WHAT TO DO: Can you print the data exactly and leave out each image?

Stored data
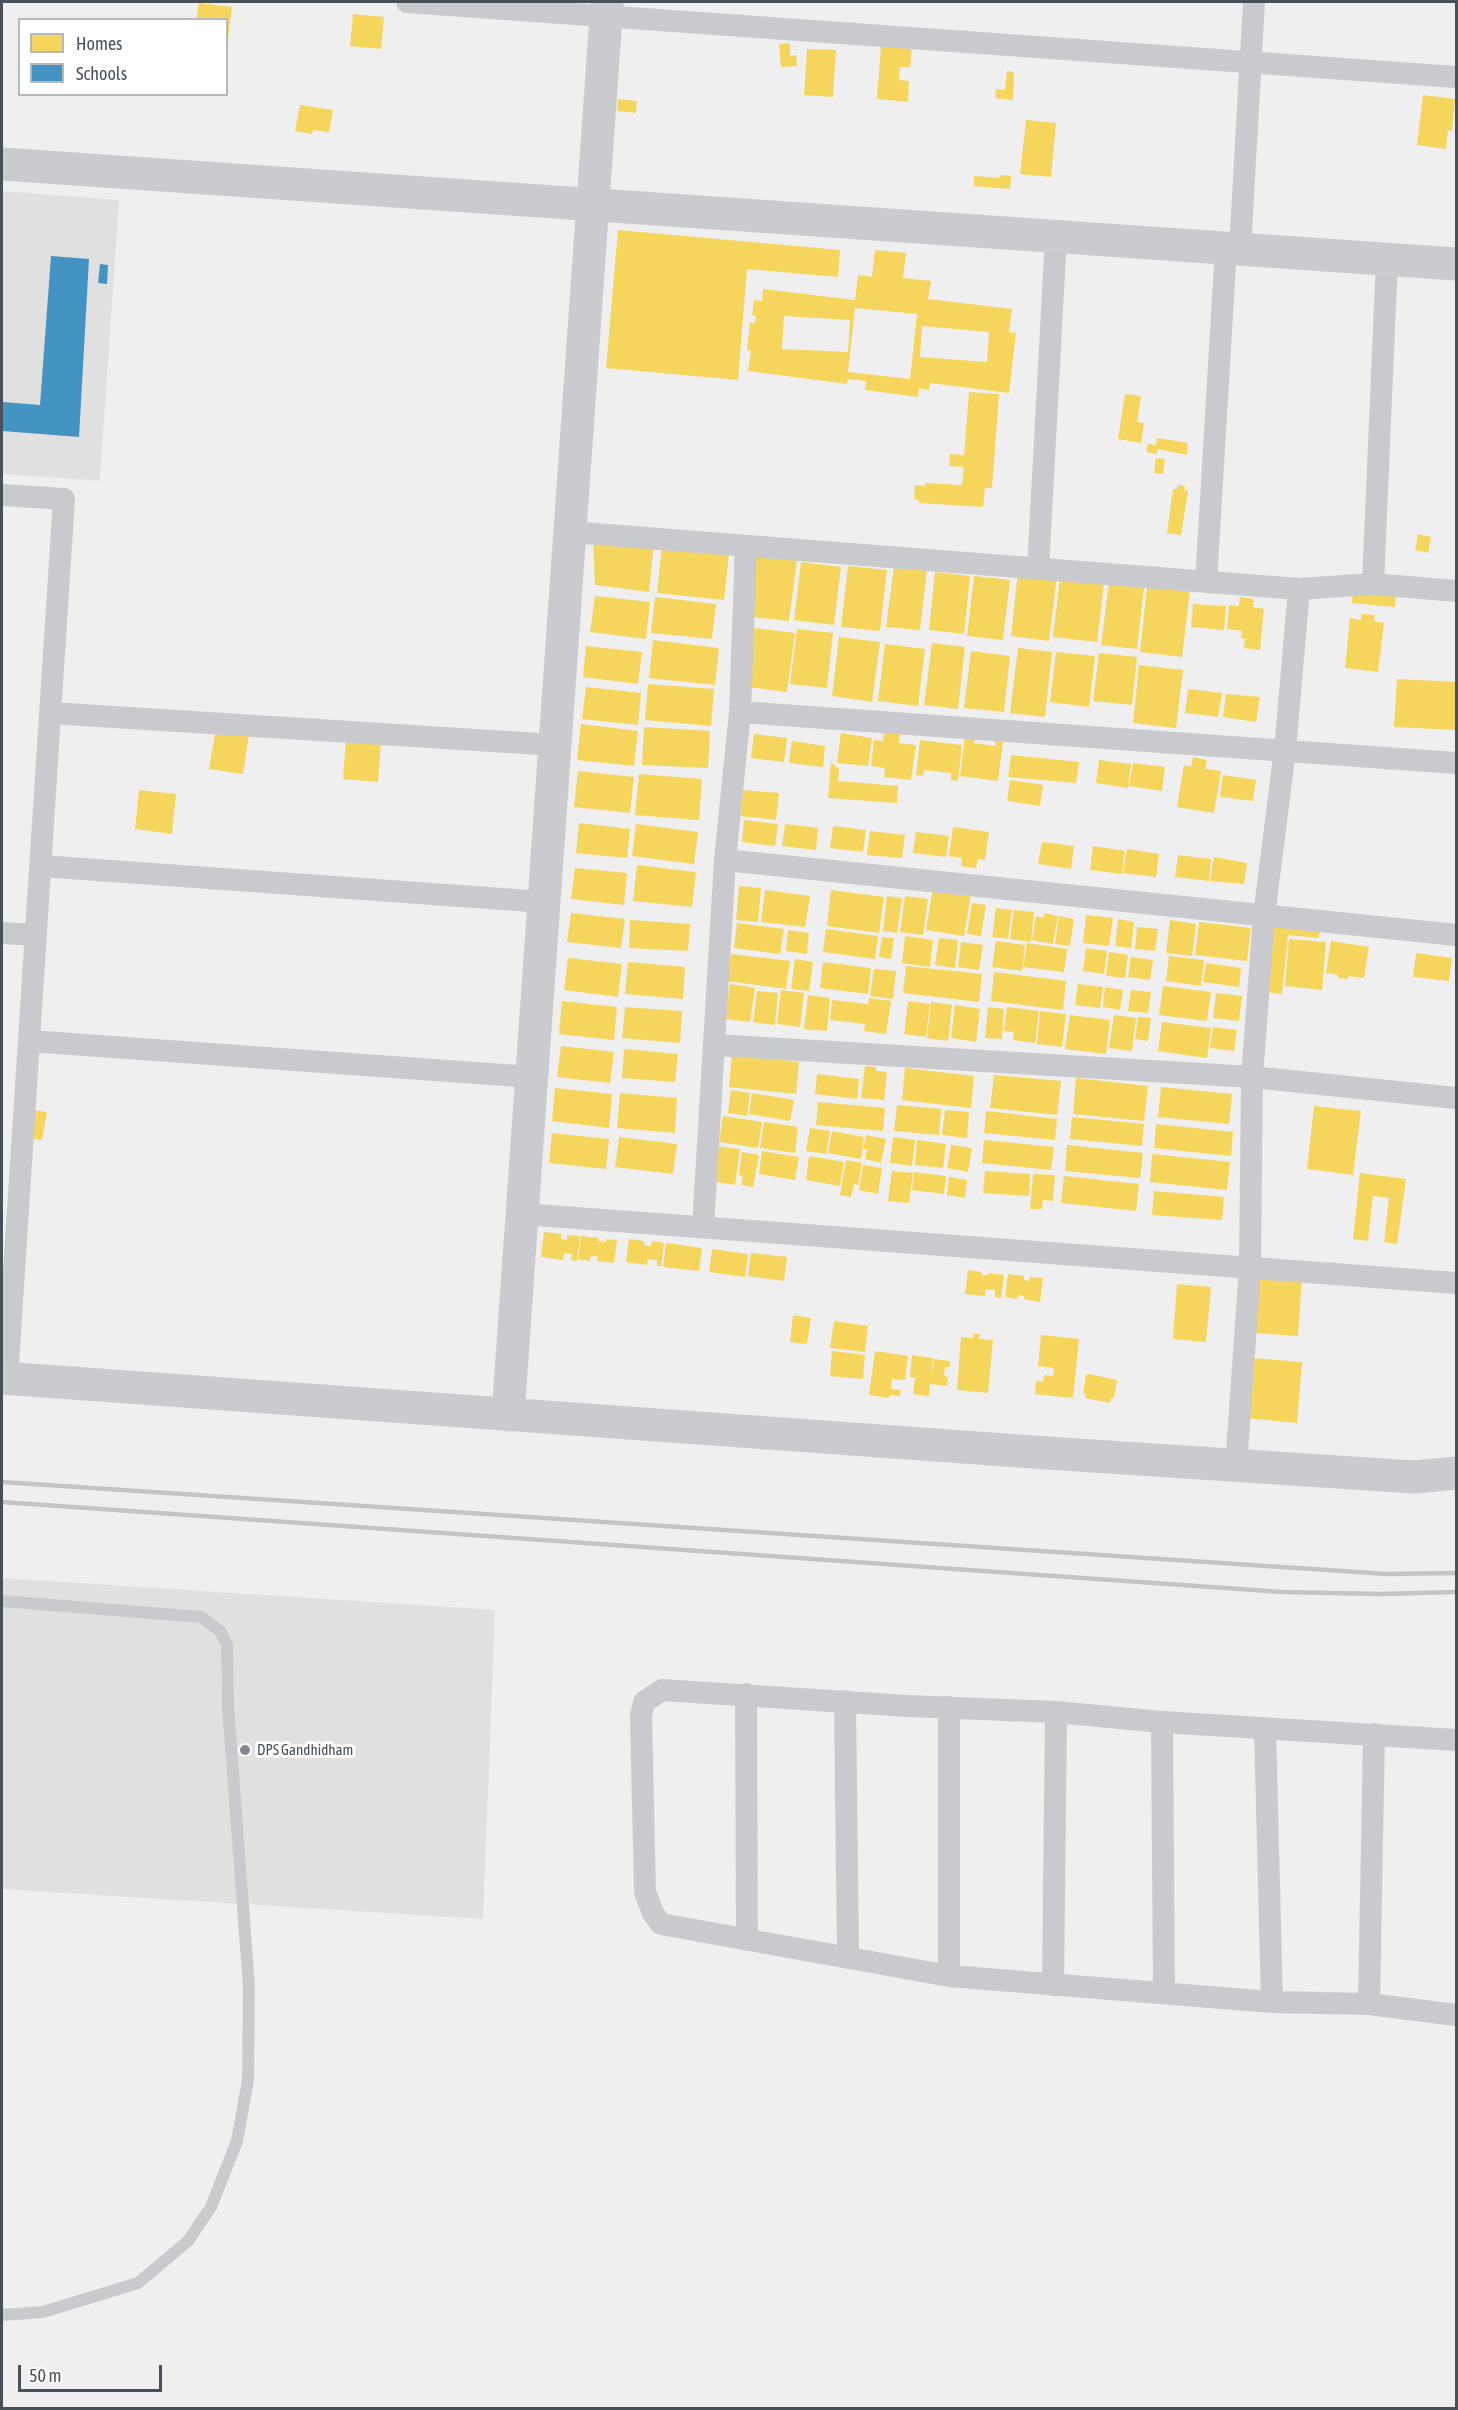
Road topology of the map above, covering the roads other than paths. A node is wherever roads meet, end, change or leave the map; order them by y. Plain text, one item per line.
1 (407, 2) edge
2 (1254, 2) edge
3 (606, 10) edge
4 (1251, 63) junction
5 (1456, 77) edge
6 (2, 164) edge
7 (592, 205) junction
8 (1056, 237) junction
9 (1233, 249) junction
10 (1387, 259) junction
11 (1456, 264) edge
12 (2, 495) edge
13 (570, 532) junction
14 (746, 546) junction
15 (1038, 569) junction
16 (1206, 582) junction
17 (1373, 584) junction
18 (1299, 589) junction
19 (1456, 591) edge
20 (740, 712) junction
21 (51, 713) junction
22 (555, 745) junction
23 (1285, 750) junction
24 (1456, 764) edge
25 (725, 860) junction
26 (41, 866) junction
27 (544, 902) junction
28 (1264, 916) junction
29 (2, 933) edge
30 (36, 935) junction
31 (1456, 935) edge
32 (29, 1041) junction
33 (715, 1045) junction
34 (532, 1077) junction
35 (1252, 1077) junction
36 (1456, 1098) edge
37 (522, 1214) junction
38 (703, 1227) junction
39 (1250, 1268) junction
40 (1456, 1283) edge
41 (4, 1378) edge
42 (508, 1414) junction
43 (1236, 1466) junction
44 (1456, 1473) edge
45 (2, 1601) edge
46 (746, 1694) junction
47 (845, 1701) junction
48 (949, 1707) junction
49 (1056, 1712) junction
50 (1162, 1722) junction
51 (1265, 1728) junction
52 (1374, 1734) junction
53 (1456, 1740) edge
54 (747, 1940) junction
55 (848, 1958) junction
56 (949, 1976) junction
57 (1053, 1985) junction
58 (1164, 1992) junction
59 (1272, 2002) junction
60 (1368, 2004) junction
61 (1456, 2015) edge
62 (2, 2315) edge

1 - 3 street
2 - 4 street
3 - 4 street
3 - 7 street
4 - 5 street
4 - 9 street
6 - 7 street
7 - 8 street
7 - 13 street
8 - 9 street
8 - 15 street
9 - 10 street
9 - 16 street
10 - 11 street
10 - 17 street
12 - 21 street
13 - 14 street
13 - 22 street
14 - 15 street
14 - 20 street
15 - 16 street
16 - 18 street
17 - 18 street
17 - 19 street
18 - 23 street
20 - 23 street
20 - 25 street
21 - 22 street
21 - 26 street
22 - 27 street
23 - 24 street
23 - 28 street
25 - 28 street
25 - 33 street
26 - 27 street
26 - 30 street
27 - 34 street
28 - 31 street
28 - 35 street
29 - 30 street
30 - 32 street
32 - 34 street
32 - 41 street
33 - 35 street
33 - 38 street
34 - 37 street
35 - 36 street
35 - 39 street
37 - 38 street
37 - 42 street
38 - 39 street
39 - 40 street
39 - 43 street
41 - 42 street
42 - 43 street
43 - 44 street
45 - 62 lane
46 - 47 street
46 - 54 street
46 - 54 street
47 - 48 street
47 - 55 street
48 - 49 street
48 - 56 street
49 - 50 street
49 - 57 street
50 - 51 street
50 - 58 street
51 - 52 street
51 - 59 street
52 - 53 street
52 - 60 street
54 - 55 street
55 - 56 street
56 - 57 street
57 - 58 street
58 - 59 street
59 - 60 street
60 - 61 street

REPLY TO THE EXERCISE:
Road topology of the map above, covering the roads other than paths. A node is wherever roads meet, end, change or leave the map; order them by y. Plain text, one item per line.
1 (407, 2) edge
2 (1254, 2) edge
3 (606, 10) edge
4 (1251, 63) junction
5 (1456, 77) edge
6 (2, 164) edge
7 (592, 205) junction
8 (1056, 237) junction
9 (1233, 249) junction
10 (1387, 259) junction
11 (1456, 264) edge
12 (2, 495) edge
13 (570, 532) junction
14 (746, 546) junction
15 (1038, 569) junction
16 (1206, 582) junction
17 (1373, 584) junction
18 (1299, 589) junction
19 (1456, 591) edge
20 (740, 712) junction
21 (51, 713) junction
22 (555, 745) junction
23 (1285, 750) junction
24 (1456, 764) edge
25 (725, 860) junction
26 (41, 866) junction
27 (544, 902) junction
28 (1264, 916) junction
29 (2, 933) edge
30 (36, 935) junction
31 (1456, 935) edge
32 (29, 1041) junction
33 (715, 1045) junction
34 (532, 1077) junction
35 (1252, 1077) junction
36 (1456, 1098) edge
37 (522, 1214) junction
38 (703, 1227) junction
39 (1250, 1268) junction
40 (1456, 1283) edge
41 (4, 1378) edge
42 (508, 1414) junction
43 (1236, 1466) junction
44 (1456, 1473) edge
45 (2, 1601) edge
46 (746, 1694) junction
47 (845, 1701) junction
48 (949, 1707) junction
49 (1056, 1712) junction
50 (1162, 1722) junction
51 (1265, 1728) junction
52 (1374, 1734) junction
53 (1456, 1740) edge
54 (747, 1940) junction
55 (848, 1958) junction
56 (949, 1976) junction
57 (1053, 1985) junction
58 (1164, 1992) junction
59 (1272, 2002) junction
60 (1368, 2004) junction
61 (1456, 2015) edge
62 (2, 2315) edge

1 - 3 street
2 - 4 street
3 - 4 street
3 - 7 street
4 - 5 street
4 - 9 street
6 - 7 street
7 - 8 street
7 - 13 street
8 - 9 street
8 - 15 street
9 - 10 street
9 - 16 street
10 - 11 street
10 - 17 street
12 - 21 street
13 - 14 street
13 - 22 street
14 - 15 street
14 - 20 street
15 - 16 street
16 - 18 street
17 - 18 street
17 - 19 street
18 - 23 street
20 - 23 street
20 - 25 street
21 - 22 street
21 - 26 street
22 - 27 street
23 - 24 street
23 - 28 street
25 - 28 street
25 - 33 street
26 - 27 street
26 - 30 street
27 - 34 street
28 - 31 street
28 - 35 street
29 - 30 street
30 - 32 street
32 - 34 street
32 - 41 street
33 - 35 street
33 - 38 street
34 - 37 street
35 - 36 street
35 - 39 street
37 - 38 street
37 - 42 street
38 - 39 street
39 - 40 street
39 - 43 street
41 - 42 street
42 - 43 street
43 - 44 street
45 - 62 lane
46 - 47 street
46 - 54 street
46 - 54 street
47 - 48 street
47 - 55 street
48 - 49 street
48 - 56 street
49 - 50 street
49 - 57 street
50 - 51 street
50 - 58 street
51 - 52 street
51 - 59 street
52 - 53 street
52 - 60 street
54 - 55 street
55 - 56 street
56 - 57 street
57 - 58 street
58 - 59 street
59 - 60 street
60 - 61 street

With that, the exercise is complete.